« Le développement de la pratique du luth dans la société française ».
C’est ainsi que s’intitule le premier chapitre de l’ouvrage La musique du luth en France au XVIe siècle, la publication de la thèse de doctorat de Jean Michel Vaccaro en 1981. Jean Michel Vaccaro (1938-1998) est un musicologue français spécialiste du XVIe siècle. Il travailla dans la constitution d’un corpus de luthistes français comprenant l’œuvre d’Adrian Le Roy, Robert Ballard, Pinel, les Dubout et Guillaume Morlaye. Il s’intéressa également à d’autres périodes et à des compositeurs tels que Schütz, Schönberg et Stravinsky.
Cet ouvrage est agencé en quatre grandes parties. La première concerne le luth dans la société française au XVIe siècle (généralités, facture, diffusion, sources, traités). La deuxième partie s’intéresse à la mise en tablature de modèles vocaux. La troisième étudie la musique de luth et le répertoire des danses et la quatrième les préludes et les fantaisies.
Au XVIe siècle, la pratique d’un instrument devient un trait caractéristique de la culture personnelle de l’homme occidental moderne. Pour sa part, la pratique du luth reste dans la tradition vocale jusqu’à l’extrême fin du XVe siècle, bien que son existence soit attestée par l’iconographie dès le VIIIe siècle. Auparavant, la pratique instrumentale était marginale et réservée aux jongleurs et aux ménestrels. C’est à travers l’imitation du modèle vocal et du remplacement des certaines voix de la polyphonie que la musique de luth commence son développement. Avant le XVe siècle, les luthistes sont confondus avec tous les autres instrumentistes faisant partie des ménestrels et des jongleurs anonymes.
Les premiers statuts corporatifs de la profession datent du début du XVIe siècle. La musique constitue une fonction particulière pour laquelle on reçoit un salaire ou une récompense. Sauf rares exceptions, la pratique personnelle d’un instrument ne fait pas encore partie de la culture individuelle. La cour » consomme » de la musique mais les courtisans ne la pratiquent pas.
La promotion de la pratique instrumentale se fait en France grâce à l’inspiration de l’Italie, pays dans lequel a lieu une transformation progressive de la hiérarchie des divers niveaux culturels de l’activité musicale; reliée au développement du mouvement humaniste.
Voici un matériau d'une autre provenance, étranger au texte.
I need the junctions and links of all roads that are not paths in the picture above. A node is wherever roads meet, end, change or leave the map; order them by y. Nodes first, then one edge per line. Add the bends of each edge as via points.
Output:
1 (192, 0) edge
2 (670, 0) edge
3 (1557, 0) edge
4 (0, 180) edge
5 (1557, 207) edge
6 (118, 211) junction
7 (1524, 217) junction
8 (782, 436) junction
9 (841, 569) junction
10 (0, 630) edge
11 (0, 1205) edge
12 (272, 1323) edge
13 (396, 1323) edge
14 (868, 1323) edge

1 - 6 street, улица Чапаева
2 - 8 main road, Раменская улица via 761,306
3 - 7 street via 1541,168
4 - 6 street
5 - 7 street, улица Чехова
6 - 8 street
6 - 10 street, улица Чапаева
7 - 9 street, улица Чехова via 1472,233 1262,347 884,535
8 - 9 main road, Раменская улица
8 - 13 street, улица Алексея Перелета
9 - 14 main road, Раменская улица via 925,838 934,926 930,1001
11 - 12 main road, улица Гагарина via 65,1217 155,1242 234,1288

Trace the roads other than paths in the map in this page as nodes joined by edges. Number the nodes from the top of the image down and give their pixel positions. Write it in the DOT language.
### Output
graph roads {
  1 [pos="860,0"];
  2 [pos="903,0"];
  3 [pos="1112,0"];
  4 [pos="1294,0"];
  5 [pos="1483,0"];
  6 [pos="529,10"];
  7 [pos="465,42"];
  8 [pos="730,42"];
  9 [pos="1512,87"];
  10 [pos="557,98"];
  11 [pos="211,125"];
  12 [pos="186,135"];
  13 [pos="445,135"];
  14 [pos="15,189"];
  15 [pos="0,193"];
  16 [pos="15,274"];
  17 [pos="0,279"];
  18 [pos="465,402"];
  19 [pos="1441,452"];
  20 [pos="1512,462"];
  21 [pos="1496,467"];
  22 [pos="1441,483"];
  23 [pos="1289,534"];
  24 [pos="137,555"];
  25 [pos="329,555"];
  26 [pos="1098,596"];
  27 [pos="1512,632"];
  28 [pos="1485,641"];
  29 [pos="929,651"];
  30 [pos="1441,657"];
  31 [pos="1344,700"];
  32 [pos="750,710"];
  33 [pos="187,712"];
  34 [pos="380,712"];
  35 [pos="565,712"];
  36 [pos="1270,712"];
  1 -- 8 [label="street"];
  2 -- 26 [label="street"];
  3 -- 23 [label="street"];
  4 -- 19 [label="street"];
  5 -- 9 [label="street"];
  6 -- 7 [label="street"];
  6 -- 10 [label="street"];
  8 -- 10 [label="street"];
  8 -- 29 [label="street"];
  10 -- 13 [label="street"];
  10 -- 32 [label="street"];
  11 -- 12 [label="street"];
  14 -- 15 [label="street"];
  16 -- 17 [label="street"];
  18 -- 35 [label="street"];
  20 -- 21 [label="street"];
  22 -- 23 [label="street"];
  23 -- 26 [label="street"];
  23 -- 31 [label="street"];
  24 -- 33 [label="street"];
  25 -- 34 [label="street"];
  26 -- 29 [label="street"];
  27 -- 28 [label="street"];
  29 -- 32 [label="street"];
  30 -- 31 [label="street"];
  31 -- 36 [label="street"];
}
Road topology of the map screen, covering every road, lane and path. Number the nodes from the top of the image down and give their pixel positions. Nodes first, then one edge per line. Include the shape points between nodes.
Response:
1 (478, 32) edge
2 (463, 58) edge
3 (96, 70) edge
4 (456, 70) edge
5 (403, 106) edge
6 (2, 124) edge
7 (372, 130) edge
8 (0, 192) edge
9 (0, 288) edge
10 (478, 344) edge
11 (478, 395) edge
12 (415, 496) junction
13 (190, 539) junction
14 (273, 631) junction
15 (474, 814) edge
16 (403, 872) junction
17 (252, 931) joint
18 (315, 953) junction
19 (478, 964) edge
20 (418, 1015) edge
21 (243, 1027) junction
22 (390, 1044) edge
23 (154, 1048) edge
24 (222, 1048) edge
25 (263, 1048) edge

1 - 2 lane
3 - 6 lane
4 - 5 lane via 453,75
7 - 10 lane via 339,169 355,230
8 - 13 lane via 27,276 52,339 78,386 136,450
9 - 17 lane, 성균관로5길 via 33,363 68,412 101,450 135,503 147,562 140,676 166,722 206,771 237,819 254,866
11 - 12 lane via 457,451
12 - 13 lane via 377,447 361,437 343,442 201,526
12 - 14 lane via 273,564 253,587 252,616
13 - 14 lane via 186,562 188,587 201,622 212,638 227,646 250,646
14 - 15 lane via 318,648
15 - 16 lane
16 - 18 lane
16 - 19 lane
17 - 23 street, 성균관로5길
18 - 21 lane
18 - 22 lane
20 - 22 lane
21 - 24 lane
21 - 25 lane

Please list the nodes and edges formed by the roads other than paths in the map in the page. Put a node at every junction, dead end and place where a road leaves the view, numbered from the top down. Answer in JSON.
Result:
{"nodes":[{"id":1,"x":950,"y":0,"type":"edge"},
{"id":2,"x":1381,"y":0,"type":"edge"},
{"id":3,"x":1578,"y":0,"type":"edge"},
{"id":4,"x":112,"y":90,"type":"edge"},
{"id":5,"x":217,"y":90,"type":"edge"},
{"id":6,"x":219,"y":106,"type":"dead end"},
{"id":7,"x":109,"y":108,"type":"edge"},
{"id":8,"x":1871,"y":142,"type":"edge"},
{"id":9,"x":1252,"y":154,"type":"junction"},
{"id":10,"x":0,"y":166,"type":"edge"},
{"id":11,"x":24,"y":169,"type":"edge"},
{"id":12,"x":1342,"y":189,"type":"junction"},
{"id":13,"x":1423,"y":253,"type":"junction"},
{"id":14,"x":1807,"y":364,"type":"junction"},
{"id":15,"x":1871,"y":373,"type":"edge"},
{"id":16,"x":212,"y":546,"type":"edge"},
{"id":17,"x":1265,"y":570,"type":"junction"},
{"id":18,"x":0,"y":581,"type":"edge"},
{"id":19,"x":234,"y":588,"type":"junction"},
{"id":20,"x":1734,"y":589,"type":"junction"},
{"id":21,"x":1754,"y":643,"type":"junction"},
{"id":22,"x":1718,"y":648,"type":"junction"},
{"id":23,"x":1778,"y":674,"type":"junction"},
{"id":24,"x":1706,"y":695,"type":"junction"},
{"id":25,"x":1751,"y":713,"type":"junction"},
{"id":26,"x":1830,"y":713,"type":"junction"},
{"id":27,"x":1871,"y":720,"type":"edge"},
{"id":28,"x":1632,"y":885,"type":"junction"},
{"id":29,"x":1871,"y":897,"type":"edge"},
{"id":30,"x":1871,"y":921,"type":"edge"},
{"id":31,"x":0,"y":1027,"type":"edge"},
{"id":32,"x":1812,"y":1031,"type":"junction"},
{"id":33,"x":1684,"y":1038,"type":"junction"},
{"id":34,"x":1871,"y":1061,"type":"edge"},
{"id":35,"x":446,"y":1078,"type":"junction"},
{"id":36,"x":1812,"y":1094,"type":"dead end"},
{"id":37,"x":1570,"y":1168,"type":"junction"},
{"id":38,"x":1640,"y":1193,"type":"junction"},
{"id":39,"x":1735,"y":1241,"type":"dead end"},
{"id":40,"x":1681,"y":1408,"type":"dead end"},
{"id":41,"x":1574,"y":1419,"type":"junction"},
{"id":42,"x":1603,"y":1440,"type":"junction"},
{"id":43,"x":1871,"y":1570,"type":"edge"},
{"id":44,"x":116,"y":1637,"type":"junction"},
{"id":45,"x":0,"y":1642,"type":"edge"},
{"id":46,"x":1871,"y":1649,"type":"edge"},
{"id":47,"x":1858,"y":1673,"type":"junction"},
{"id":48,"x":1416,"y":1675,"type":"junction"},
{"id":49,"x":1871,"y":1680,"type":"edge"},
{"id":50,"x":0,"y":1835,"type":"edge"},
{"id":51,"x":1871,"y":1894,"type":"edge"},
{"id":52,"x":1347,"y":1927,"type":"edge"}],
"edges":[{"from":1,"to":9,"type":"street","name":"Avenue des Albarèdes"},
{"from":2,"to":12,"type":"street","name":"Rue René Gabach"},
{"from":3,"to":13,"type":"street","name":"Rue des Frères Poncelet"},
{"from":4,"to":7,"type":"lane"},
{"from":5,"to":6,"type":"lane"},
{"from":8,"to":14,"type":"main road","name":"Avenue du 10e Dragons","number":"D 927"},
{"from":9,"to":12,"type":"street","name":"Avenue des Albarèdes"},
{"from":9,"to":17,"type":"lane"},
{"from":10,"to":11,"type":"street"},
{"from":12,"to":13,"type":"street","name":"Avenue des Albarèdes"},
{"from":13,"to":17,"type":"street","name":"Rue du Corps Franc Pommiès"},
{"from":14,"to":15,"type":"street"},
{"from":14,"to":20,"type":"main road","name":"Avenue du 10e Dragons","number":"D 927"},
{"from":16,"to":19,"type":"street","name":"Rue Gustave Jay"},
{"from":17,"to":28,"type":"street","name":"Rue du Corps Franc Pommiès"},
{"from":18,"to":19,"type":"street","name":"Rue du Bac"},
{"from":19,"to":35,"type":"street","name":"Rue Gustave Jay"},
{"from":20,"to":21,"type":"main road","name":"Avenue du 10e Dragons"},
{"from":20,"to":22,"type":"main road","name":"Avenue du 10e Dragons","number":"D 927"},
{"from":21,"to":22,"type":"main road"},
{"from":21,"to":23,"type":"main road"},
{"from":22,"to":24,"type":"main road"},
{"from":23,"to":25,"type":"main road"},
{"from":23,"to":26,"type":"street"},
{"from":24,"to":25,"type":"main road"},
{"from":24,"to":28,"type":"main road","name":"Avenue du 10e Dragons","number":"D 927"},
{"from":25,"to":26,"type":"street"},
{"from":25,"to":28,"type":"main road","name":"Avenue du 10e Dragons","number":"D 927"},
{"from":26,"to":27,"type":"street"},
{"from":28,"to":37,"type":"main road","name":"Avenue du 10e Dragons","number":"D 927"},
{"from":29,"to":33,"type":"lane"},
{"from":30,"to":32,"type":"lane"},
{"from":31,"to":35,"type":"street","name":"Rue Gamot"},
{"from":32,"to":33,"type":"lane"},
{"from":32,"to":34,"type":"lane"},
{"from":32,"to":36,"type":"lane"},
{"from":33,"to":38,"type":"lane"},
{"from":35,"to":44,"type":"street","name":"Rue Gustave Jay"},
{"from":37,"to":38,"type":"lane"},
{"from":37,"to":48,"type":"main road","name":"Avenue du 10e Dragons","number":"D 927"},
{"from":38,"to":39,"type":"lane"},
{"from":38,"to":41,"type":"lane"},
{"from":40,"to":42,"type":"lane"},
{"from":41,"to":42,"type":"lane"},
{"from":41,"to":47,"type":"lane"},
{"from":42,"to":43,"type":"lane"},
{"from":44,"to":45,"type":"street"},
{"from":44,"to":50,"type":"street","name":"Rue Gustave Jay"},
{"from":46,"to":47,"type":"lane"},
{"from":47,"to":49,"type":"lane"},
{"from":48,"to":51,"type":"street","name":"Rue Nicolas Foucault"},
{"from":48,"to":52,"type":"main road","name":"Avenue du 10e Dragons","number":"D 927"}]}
C’est aussi en Italie que le livre de Baldassaire Castiglione, Le Courtisan (1528), est publié. Ce livre fut traduit plusieurs fois en France. Selon Castiglione, le courtisan, au-delà d’un certain nombre de compétences, doit être musicien. Il ne suffit plus d’écouter la musique, il faut la pratiquer. Ceci a deux raisons: une personnelle (liée au réconfort, au délaissement et à l’épanouissement personnel: l’instrument est un confident au même temps qu’il prolonge les facultés d’expression) et une sociale (satisfaire les femmes, recevoir ses convois, consoler les enfants). Le courtisan ne doit pas renoncer à sa virilité de chevalier mais ajouter le raffinement et la délicatesse de l’art musical. Il doit tendre vers un développement de l’homme total.
La popularité qu’eût le luth au sein de cette transformation sociale est en partie due à Castiglione, qui dit « chanter sur le livre… me semble une belle musique… mais encores plus chanter avec le lucz » [sic]. Le luth peut remplacer plusieurs voix de la polyphonie pour accompagner la voix, tout en le permettant articuler en toute clarté la mélodie principale et le texte. L’humanisme cherche une musique nouvelle et de nature expressive, où les effets des sons et des mots doivent se renforcer mutuellement pour émouvoir. La diversité des timbres et d’intensités du luth lui confèrent un succès au XVIe siècle.
Le développement de la pratique du luth eût un impacte dans l’édition de tablatures. L’apprentissage du luth à cette époque se fait par trois moyens: des leçons particulières, des cours en école de musique ou bien de manière autodidacte à l’aide des méthodes adressées aux musiciens amateurs. La conception humaniste de l’éducation, marquée par la pensée néo-platonicienne, contribue à l’essor de la musique du luth en France.
Ainsi, au XVIe siècle le luth n’est pas un instrument réservée uniquement au courtisant français. Il est également pratiqué par des bourgeois, marchands et clercs. Les femmes sont également encouragées à l’apprentissage de cet instrument, car il convient à leur délicatesse et est associé à l’expression amoureuse. Le luth fini par symboliser la vie de la courtisane elle-même.